De peuterspeelzaal is samen met buitenschoolse opvang ‘Einstein’ gevestigd in een scholencomplex aan de Anton Philipsweg in Hilversum. De locatie bestaat uit twee peuterspeelzaalgroepen met in iedere groep maximaal zestien kinderen in de leeftijd van twee tot vier jaar. De groep 'Olifantjes' is geopend op maandag-, woensdag-, donderdag- en vrijdagochtend. De groep 'Eekhoorntjes' is geopend op maandag-, dinsdag-, woensdag- en vrijdagochtend. Op beide groepen wordt Voorschoolse Educatie (VVE) aangeboden middels de methode Uk & Puk.
Recente onderzoeks-geschiedenis
Tijdens de jaarlijkse onderzoeken in 2014 en 2015 voldoet de locatie aan de getoetste items.
Bevindingen op hoofdlijnen
Tijdens dit jaarlijkse onderzoek zijn relevante kwaliteitseisen binnen onderstaande domeinen onderzocht:
‘Pedagogisch klimaat’;
‘Personeel en groepen’.
Conclusie
De houder voldoet aan de eisen uit de Wet kinderopvang en kwaliteitseisen peuterspeelzalen die tijdens dit jaarlijkse onderzoek zijn onderzocht.
Advies aan College van B&W Geen handhaving.
Observaties en bevindingen
Pedagogisch klimaat
Binnen het domein 'pedagogisch klimaat' is een observatie uitgevoerd naar de uitvoering van de pedagogische praktijk.
Tijdens de observatie van de pedagogische praktijk wordt gebruik gemaakt van het veldinstrument
‘observatie kindercentrum’.
Binnen dit domein zijn de volgende competenties geobserveerd:
‘emotionele veiligheid’;
‘persoonlijke competentie’;
‘sociale competentie’;
‘overdracht van normen en waarden’.
Per competentie staat in het veldinstrument ‘observatie kindercentrum’ een aantal criteria waar de toezichthouder op let bij de observatie.
Onder het kopje ‘pedagogische praktijk’ zijn een aantal observatiecriteria in de tekst cursief gezet.

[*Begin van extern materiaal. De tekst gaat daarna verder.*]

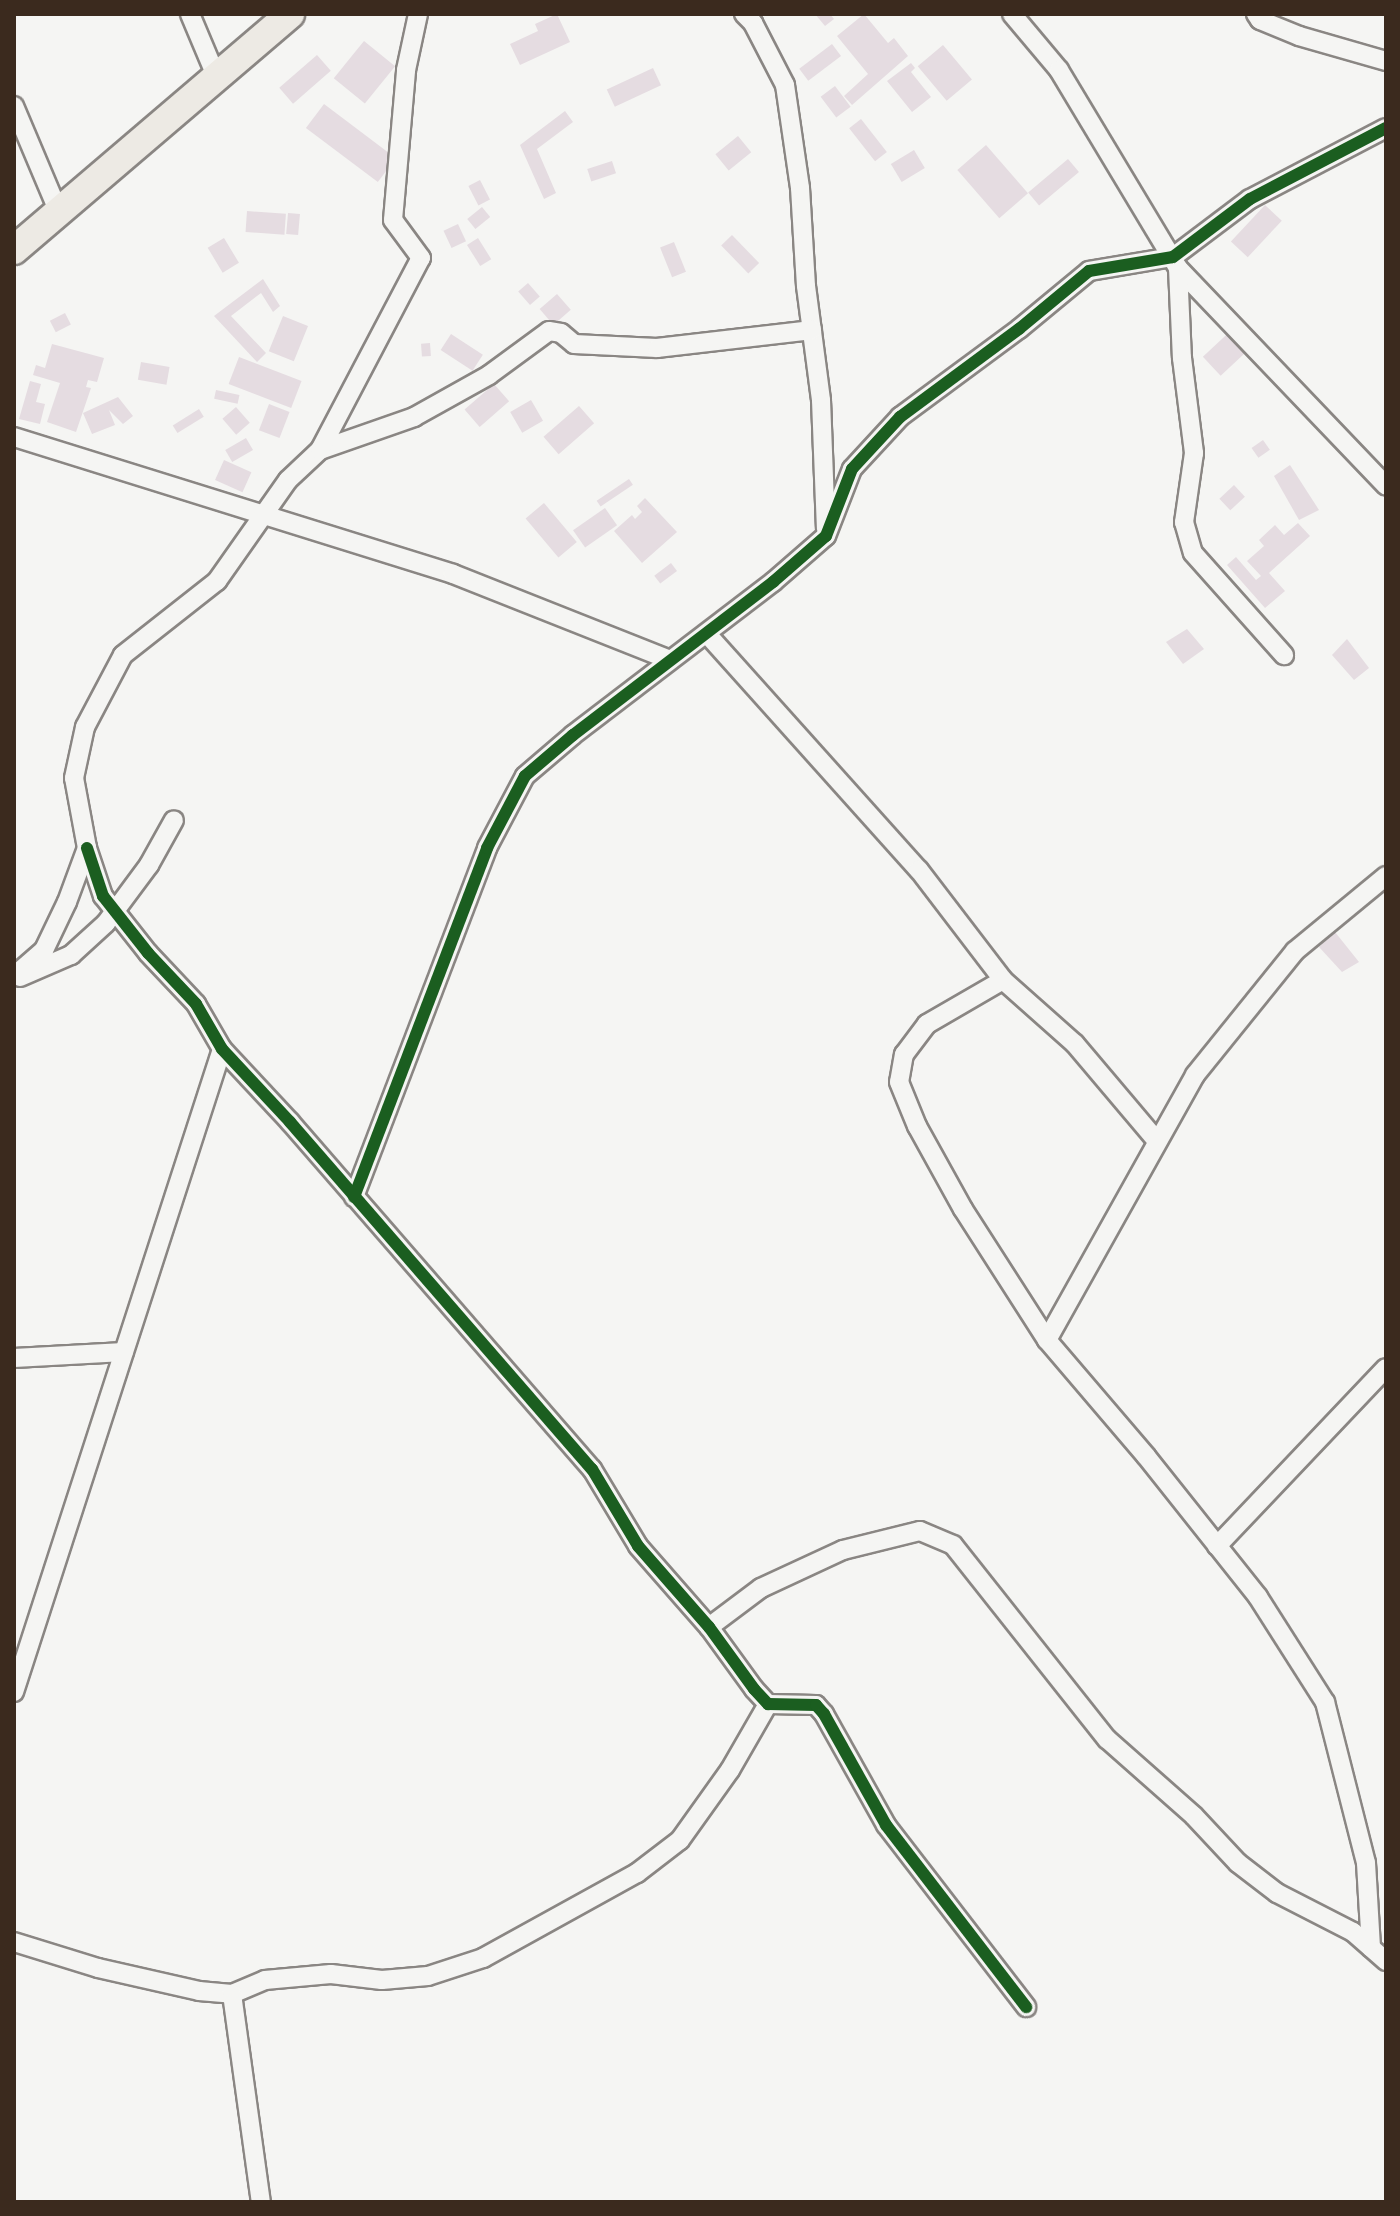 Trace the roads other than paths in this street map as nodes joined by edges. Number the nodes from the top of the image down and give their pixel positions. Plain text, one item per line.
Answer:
1 (190, 14) edge
2 (290, 14) edge
3 (418, 14) edge
4 (744, 14) edge
5 (1012, 14) edge
6 (1256, 14) edge
7 (1386, 61) edge
8 (216, 76) junction
9 (14, 106) edge
10 (1386, 128) edge
11 (58, 210) junction
12 (14, 250) edge
13 (1176, 262) junction
14 (812, 330) junction
15 (14, 437) edge
16 (320, 450) junction
17 (1386, 486) edge
18 (262, 517) junction
19 (826, 536) junction
20 (707, 634) junction
21 (1284, 655) dead end
22 (670, 660) junction
23 (174, 820) dead end
24 (87, 848) junction
25 (1386, 876) edge
26 (115, 911) junction
27 (14, 978) edge
28 (1003, 980) junction
29 (222, 1049) junction
30 (1157, 1141) junction
31 (354, 1197) junction
32 (1047, 1340) junction
33 (124, 1352) junction
34 (14, 1358) edge
35 (1386, 1368) edge
36 (1217, 1546) junction
37 (709, 1627) junction
38 (14, 1692) edge
39 (768, 1704) junction
40 (14, 1942) edge
41 (1371, 1948) junction
42 (1386, 1961) edge
43 (232, 1994) junction
44 (1026, 2007) dead end
45 (261, 2202) edge

1 - 8 street
2 - 8 main road
3 - 16 street
4 - 14 street
5 - 13 street
6 - 7 street
8 - 11 main road
9 - 11 street
10 - 13 street
11 - 12 main road
13 - 17 street
13 - 19 street
13 - 21 street
14 - 16 street
14 - 19 street
15 - 18 street
16 - 18 street
18 - 22 street
18 - 24 street
19 - 20 street
20 - 22 street
20 - 28 street
22 - 31 street
23 - 26 street
24 - 26 street
24 - 27 street
25 - 30 street
26 - 27 street
26 - 29 street
28 - 30 street
28 - 32 street
29 - 31 street
29 - 33 street
30 - 32 street
31 - 37 street
32 - 36 street
33 - 34 street
33 - 38 street
35 - 36 street
36 - 41 street
37 - 39 street
37 - 41 street
39 - 43 street
39 - 44 street
40 - 43 street
41 - 42 street
43 - 45 street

Pedagogische praktijk Inleiding
De observatie heeft plaatsgevonden op een dinsdagochtend waarbij één groep geopend is, 'Olifantjes', met zeven kinderen en twee beroepskrachten. De observatie heeft plaatsgevonden gedurende een knutselactiviteit, een moment van vrij spel en een tafelmoment.
Emotionele veiligheid
Observatie-criterium uit het veldinstrument
'De beroepskrachten laten merken dat ze de kinderen accepteren zoals ze zijn; ze geven
complimentjes, maken grapjes, knuffelen, hebben oogcontact en treden bemoedigend op als een kind dat nodig heeft.'
Observatie
Gedurende de observatie is te zien dat de beroepskrachten respect tonen voor de autonomie van de kinderen, doordat kinderen de mogelijkheid krijgen om aan te sluiten bij de eigen wensen en behoeften. Een aantal kinderen worden door de beroepskrachten ondersteund bij het maken van een knutselwerkje aan tafel. Ondertussen zijn een aantal andere kinderen aan het kleien of wordt er vrij gespeeld met auto's. De beroepskrachten hebben aandacht voor ieder kind. Dit laten zij zien door van plaats te verwisselen en mee te kijken met de activiteiten van de kinderen. In het
onderlinge contact worden kinderen positief benaderd middels complimenten: "Die wordt wel heel erg mooi".
Conclusie
De beroepskrachten respecteren de autonomie van de kinderen en benaderen de kinderen op een positieve manier.
Sociale competentie
Observatie-criterium uit het veldinstrument
'De beroepskrachten begeleiden ook de positieve interacties tussen kinderen. Zij helpen de kinderen actief om sociale vaardigheden met leeftijds- en/of groepsgenootjes te ontwikkelen (bv.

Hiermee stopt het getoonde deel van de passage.